@ttyymmnn Everybody'd situation is different but head droop was what triggered our inquiry into working on dad's dosage. That got me talking to my cousin and learning that you need to really work with the dosage over the progression of the disease. We increased dosage and it helped. Simply put, dad was taking a lot less medication than what he needed.
Droop is what the medication is intended to fix. I suggest talking to his doctor and try different dosage levels and also a mix of slow acting and fast acting.
Unfortunately Dad's first doctor was a nurse practitioner who had little experience with Carbidopa. She gave dad a standard "learner's" dosage and never followed up. We got my dad into my cousin's doctor who was an Parkinson's expert and he encouraged us to find what worked for dad.
Carbidopa is really good stuff, but it takes active management to get the most benefit. I think most doctors prescribe 30% the needed dosage because they don't have the time to fine tune it. In my assessment 30% gives 25% (or less) the benefit with no risk or needed follow-up.

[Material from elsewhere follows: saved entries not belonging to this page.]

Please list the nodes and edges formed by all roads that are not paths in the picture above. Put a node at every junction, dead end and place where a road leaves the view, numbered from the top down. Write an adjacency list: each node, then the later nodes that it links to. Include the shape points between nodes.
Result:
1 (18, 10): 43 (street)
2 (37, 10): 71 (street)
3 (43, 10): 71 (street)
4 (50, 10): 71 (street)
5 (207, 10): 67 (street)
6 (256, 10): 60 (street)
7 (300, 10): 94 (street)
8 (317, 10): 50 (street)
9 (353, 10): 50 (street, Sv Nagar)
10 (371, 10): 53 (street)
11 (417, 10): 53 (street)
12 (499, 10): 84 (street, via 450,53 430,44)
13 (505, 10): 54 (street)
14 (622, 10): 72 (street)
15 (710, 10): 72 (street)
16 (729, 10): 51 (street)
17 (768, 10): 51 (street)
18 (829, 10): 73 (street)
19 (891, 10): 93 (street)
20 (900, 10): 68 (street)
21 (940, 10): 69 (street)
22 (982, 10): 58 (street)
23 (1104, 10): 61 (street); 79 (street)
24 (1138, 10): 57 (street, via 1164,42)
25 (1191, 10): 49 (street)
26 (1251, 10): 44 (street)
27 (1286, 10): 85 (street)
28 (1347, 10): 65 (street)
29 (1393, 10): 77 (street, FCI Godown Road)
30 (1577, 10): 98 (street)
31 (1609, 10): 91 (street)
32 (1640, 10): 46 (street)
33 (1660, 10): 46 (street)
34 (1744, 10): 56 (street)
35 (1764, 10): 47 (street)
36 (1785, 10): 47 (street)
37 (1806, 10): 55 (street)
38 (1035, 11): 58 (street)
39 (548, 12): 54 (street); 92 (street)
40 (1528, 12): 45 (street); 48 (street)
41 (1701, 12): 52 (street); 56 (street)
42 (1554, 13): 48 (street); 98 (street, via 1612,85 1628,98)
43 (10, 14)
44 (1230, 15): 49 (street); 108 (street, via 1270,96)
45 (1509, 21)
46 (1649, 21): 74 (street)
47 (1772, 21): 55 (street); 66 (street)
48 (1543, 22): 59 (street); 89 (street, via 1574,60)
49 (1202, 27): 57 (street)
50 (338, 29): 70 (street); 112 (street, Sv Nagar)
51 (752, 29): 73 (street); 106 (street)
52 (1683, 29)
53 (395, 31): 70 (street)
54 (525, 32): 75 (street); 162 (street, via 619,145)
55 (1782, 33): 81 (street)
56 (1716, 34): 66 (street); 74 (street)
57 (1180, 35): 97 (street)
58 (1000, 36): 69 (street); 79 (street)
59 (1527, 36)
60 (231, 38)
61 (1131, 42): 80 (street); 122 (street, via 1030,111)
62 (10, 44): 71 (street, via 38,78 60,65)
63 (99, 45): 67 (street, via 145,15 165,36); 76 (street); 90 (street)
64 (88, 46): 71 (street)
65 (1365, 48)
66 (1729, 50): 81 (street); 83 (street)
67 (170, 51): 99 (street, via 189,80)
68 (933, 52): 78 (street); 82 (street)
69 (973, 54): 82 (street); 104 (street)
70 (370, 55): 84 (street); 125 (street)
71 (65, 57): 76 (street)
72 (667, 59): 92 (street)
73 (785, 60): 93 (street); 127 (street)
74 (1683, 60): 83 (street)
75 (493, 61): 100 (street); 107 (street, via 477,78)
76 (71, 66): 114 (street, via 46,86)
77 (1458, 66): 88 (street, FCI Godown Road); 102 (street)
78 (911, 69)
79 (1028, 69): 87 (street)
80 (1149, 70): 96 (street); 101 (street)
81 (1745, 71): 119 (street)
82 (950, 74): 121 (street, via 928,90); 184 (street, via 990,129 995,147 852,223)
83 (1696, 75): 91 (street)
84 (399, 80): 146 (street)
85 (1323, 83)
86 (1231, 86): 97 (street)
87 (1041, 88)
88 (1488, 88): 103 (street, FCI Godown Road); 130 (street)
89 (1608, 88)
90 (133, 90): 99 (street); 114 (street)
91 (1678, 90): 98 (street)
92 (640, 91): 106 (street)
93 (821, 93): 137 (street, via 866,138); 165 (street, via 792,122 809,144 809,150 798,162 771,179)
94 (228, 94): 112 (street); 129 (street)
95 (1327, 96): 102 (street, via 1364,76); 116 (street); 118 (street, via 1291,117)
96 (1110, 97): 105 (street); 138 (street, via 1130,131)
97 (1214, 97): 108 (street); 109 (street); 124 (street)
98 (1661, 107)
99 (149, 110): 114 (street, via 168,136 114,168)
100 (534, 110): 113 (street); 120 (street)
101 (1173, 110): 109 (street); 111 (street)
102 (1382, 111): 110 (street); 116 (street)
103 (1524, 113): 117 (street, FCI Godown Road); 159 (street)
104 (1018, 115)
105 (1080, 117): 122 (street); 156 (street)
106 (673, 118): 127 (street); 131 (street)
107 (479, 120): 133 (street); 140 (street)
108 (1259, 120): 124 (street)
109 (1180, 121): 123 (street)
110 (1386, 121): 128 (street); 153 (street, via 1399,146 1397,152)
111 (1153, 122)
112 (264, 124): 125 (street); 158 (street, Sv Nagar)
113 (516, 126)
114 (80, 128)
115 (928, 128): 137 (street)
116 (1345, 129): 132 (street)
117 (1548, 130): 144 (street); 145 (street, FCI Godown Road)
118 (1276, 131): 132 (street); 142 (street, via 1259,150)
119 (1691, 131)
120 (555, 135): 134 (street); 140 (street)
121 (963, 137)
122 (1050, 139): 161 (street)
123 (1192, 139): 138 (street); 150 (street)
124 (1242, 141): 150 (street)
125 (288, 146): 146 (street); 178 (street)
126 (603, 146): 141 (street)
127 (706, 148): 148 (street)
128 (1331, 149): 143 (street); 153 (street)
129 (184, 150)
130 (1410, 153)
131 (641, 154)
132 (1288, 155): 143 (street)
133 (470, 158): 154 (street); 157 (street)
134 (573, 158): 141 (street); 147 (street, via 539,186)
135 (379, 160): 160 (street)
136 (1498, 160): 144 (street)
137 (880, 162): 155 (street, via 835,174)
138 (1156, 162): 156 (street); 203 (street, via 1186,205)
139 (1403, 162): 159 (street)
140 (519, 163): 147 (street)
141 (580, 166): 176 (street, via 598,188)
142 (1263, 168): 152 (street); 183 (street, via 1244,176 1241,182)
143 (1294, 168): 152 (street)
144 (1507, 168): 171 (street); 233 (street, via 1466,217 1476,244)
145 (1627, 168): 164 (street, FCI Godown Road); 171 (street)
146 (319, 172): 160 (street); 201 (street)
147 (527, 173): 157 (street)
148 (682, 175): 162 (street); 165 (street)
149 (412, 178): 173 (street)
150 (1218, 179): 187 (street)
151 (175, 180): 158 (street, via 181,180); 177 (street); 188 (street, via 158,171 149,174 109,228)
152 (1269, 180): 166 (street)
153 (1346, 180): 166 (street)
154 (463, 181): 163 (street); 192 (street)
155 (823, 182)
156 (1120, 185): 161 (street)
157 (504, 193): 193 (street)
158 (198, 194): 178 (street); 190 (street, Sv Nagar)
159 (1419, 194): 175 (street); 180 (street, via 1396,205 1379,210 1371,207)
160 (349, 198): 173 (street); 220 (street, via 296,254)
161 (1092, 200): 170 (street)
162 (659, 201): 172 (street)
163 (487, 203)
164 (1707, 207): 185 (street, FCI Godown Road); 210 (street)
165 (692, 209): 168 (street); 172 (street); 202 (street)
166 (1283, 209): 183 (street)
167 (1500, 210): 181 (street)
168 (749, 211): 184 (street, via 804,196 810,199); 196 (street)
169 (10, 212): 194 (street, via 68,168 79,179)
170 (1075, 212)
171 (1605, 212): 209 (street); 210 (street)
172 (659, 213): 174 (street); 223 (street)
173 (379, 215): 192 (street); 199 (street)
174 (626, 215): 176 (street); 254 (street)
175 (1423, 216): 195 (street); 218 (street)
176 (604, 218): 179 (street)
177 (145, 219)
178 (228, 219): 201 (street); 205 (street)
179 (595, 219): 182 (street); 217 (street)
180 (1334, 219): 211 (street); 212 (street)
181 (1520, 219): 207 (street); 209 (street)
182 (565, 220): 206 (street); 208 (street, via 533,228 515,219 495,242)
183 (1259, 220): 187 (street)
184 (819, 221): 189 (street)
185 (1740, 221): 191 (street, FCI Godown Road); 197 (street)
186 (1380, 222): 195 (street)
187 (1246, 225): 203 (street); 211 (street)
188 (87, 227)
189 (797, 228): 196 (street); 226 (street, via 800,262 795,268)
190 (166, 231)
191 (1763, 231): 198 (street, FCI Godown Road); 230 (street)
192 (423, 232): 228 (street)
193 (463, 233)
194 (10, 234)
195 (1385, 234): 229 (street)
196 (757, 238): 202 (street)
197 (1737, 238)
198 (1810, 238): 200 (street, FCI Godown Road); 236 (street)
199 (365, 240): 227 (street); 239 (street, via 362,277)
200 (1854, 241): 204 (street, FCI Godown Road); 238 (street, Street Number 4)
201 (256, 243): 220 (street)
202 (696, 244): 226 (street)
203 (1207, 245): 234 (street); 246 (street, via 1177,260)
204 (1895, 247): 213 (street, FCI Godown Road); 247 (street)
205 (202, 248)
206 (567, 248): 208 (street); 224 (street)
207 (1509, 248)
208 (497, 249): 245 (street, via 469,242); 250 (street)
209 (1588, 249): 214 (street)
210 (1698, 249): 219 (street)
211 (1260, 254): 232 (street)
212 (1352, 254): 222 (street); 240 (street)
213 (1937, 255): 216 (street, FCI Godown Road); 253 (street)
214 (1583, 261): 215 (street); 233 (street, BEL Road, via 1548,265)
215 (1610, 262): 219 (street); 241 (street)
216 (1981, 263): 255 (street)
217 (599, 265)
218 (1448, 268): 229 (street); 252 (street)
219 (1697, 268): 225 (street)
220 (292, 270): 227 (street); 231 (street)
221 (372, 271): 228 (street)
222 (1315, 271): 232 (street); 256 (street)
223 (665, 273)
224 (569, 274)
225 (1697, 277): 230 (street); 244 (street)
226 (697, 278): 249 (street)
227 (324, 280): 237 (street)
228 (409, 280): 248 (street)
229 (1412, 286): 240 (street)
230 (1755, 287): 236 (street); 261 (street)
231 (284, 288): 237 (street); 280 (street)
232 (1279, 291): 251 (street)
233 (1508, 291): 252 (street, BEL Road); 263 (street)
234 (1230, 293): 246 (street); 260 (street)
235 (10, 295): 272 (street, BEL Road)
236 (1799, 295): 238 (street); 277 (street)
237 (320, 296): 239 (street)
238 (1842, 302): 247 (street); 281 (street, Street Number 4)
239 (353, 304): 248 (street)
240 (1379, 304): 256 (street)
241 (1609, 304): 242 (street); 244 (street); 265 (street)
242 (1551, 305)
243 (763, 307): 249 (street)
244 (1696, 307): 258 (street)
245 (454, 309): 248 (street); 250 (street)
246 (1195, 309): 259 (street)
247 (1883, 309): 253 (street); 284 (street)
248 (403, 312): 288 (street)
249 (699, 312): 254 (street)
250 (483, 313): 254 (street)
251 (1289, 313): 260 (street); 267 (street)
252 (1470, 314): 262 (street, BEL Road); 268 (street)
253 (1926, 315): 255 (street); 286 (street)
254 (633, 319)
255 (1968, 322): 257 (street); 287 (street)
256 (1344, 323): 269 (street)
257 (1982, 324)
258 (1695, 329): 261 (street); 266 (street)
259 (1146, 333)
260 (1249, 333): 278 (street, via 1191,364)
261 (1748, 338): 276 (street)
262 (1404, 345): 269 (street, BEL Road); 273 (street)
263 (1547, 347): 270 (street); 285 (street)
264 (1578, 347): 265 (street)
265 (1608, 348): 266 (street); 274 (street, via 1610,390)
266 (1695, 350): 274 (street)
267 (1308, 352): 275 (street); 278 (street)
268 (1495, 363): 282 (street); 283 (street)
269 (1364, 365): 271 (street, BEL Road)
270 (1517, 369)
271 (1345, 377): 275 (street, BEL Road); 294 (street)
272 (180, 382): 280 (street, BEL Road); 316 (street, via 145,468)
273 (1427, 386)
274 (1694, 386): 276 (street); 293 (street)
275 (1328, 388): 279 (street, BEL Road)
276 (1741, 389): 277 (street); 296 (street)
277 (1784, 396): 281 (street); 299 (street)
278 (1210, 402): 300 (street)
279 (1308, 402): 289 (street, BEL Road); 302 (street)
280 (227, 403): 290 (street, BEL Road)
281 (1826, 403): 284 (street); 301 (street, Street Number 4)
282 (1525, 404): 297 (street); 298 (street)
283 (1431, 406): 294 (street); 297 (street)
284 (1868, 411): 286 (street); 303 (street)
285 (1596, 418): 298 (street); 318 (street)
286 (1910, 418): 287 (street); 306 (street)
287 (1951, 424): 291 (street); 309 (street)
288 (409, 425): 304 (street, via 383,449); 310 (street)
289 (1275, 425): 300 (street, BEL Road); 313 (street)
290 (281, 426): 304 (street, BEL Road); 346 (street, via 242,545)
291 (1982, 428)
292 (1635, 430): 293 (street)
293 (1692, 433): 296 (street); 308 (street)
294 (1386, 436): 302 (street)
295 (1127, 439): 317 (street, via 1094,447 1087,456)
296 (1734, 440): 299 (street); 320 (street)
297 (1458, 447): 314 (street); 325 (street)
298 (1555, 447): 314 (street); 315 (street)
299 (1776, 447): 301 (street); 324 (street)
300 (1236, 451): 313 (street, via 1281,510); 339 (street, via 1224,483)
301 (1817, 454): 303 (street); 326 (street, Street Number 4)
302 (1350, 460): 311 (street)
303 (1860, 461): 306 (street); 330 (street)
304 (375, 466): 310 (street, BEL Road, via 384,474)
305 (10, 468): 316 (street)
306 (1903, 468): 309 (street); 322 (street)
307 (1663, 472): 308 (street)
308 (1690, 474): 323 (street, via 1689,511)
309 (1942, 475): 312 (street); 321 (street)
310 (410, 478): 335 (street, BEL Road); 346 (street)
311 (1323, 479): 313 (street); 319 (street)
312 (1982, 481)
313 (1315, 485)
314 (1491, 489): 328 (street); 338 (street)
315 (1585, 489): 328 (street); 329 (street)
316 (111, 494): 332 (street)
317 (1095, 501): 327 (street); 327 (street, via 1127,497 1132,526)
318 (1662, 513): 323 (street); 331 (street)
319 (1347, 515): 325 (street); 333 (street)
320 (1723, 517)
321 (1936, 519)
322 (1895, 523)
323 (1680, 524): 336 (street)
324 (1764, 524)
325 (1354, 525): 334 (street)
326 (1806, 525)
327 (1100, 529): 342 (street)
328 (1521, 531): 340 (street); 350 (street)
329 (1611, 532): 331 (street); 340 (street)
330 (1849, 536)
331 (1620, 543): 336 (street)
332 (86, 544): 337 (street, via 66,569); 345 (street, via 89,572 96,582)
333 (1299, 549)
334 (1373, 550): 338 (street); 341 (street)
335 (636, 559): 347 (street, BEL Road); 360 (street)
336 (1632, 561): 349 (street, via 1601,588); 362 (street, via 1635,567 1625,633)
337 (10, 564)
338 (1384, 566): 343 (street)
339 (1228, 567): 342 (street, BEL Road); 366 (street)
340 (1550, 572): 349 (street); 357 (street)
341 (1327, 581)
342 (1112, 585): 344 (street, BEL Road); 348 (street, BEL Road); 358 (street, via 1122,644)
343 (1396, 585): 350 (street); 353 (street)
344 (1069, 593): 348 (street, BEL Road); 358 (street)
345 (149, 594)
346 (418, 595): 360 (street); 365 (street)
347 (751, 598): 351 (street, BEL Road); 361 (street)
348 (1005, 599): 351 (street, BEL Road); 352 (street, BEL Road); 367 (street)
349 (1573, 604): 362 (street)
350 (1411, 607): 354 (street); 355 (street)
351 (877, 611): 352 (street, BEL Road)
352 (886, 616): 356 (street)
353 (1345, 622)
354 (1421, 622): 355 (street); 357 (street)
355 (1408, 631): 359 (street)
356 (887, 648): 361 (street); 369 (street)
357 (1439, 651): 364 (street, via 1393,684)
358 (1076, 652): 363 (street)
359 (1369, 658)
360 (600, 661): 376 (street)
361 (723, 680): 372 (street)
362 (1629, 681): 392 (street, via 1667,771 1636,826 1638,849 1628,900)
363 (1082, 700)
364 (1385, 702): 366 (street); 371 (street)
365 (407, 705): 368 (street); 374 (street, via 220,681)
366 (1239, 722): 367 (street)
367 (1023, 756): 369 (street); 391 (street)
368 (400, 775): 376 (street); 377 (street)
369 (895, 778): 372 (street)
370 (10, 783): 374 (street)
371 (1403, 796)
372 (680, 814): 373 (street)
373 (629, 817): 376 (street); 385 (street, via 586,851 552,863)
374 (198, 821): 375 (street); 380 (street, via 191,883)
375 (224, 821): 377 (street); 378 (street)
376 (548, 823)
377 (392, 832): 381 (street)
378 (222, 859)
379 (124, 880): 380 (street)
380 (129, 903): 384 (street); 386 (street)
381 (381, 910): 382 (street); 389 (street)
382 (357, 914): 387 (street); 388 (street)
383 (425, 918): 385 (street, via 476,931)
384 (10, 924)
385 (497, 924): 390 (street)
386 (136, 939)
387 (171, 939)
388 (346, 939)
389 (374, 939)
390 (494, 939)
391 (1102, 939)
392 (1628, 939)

I wouldn't be ok with 25% the benefit if that means drooping for the afternoon. You might as well make the most of it, so if the doctor is not helping you, go find another that will work more closely.
By the way, drooping is not the only issue with poorly managed Parkinson's. It also causes decreased swallowing ability that gives you aspirational pneumonia which is what kills many with Parkinson's. So one other thing is I would be actively be looking for choking issues. If he is coughing while and after eating, you may need to look at grinding his food.
My dad got pneumonia 6 months before he passed. He considered his choking ot be no big deal. Well the pneumonia took a lot out of him was the start of his long decline. He had pneumonia twice and after each case, his Parkinson's took a big step change increase of symptoms.
In his first case he walked out of the house with pneumonia and after a 2 week Pneumonia stay, never walked unassisted again. So if your dad is choking on his meals, its best to be proactive.
Ps, what I believe got my dad ultimately was not Parkinsons but a large slow growing brain tumor. As for parkinson's, both my cousin and his dad have both lived well with Parkinson's for going on 15 years.